## [What is needed]
Each entry must be output exactly as it appears.

## [Data for analysis]
'''

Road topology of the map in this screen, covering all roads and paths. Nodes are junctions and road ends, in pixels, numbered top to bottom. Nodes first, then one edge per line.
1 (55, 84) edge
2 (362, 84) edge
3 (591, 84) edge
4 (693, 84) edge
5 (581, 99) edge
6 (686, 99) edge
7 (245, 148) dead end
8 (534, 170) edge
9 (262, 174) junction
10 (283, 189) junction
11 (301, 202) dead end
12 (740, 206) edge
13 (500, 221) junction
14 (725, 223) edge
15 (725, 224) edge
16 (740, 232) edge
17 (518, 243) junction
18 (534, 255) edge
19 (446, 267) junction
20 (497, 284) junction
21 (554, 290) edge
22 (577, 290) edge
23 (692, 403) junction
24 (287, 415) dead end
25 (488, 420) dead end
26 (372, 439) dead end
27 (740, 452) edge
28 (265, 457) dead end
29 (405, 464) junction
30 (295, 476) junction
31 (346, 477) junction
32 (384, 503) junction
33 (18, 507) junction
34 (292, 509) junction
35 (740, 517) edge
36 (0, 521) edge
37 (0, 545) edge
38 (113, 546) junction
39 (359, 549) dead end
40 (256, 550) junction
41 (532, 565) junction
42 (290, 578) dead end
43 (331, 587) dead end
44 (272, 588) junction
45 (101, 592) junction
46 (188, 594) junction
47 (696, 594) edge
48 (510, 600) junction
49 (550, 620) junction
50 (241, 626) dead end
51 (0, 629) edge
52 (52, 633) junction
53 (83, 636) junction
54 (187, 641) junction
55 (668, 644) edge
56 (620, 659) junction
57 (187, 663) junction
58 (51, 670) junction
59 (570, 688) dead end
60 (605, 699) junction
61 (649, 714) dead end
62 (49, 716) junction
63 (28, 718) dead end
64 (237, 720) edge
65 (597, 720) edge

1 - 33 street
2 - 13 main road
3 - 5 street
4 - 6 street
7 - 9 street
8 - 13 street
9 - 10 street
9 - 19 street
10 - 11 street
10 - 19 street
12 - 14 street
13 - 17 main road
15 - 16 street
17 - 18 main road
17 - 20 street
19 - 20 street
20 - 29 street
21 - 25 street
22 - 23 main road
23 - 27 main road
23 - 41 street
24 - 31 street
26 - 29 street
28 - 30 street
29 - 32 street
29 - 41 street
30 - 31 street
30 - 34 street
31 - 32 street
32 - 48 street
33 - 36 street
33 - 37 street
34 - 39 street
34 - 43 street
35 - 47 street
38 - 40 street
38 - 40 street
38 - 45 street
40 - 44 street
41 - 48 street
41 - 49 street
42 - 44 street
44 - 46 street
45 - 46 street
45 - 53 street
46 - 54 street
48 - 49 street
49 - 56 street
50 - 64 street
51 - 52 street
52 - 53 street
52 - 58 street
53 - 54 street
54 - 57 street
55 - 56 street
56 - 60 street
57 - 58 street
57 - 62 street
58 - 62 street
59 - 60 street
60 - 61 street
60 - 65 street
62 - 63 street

'''

## [Response to this exercise]
Road topology of the map in this screen, covering all roads and paths. Nodes are junctions and road ends, in pixels, numbered top to bottom. Nodes first, then one edge per line.
1 (55, 84) edge
2 (362, 84) edge
3 (591, 84) edge
4 (693, 84) edge
5 (581, 99) edge
6 (686, 99) edge
7 (245, 148) dead end
8 (534, 170) edge
9 (262, 174) junction
10 (283, 189) junction
11 (301, 202) dead end
12 (740, 206) edge
13 (500, 221) junction
14 (725, 223) edge
15 (725, 224) edge
16 (740, 232) edge
17 (518, 243) junction
18 (534, 255) edge
19 (446, 267) junction
20 (497, 284) junction
21 (554, 290) edge
22 (577, 290) edge
23 (692, 403) junction
24 (287, 415) dead end
25 (488, 420) dead end
26 (372, 439) dead end
27 (740, 452) edge
28 (265, 457) dead end
29 (405, 464) junction
30 (295, 476) junction
31 (346, 477) junction
32 (384, 503) junction
33 (18, 507) junction
34 (292, 509) junction
35 (740, 517) edge
36 (0, 521) edge
37 (0, 545) edge
38 (113, 546) junction
39 (359, 549) dead end
40 (256, 550) junction
41 (532, 565) junction
42 (290, 578) dead end
43 (331, 587) dead end
44 (272, 588) junction
45 (101, 592) junction
46 (188, 594) junction
47 (696, 594) edge
48 (510, 600) junction
49 (550, 620) junction
50 (241, 626) dead end
51 (0, 629) edge
52 (52, 633) junction
53 (83, 636) junction
54 (187, 641) junction
55 (668, 644) edge
56 (620, 659) junction
57 (187, 663) junction
58 (51, 670) junction
59 (570, 688) dead end
60 (605, 699) junction
61 (649, 714) dead end
62 (49, 716) junction
63 (28, 718) dead end
64 (237, 720) edge
65 (597, 720) edge

1 - 33 street
2 - 13 main road
3 - 5 street
4 - 6 street
7 - 9 street
8 - 13 street
9 - 10 street
9 - 19 street
10 - 11 street
10 - 19 street
12 - 14 street
13 - 17 main road
15 - 16 street
17 - 18 main road
17 - 20 street
19 - 20 street
20 - 29 street
21 - 25 street
22 - 23 main road
23 - 27 main road
23 - 41 street
24 - 31 street
26 - 29 street
28 - 30 street
29 - 32 street
29 - 41 street
30 - 31 street
30 - 34 street
31 - 32 street
32 - 48 street
33 - 36 street
33 - 37 street
34 - 39 street
34 - 43 street
35 - 47 street
38 - 40 street
38 - 40 street
38 - 45 street
40 - 44 street
41 - 48 street
41 - 49 street
42 - 44 street
44 - 46 street
45 - 46 street
45 - 53 street
46 - 54 street
48 - 49 street
49 - 56 street
50 - 64 street
51 - 52 street
52 - 53 street
52 - 58 street
53 - 54 street
54 - 57 street
55 - 56 street
56 - 60 street
57 - 58 street
57 - 62 street
58 - 62 street
59 - 60 street
60 - 61 street
60 - 65 street
62 - 63 street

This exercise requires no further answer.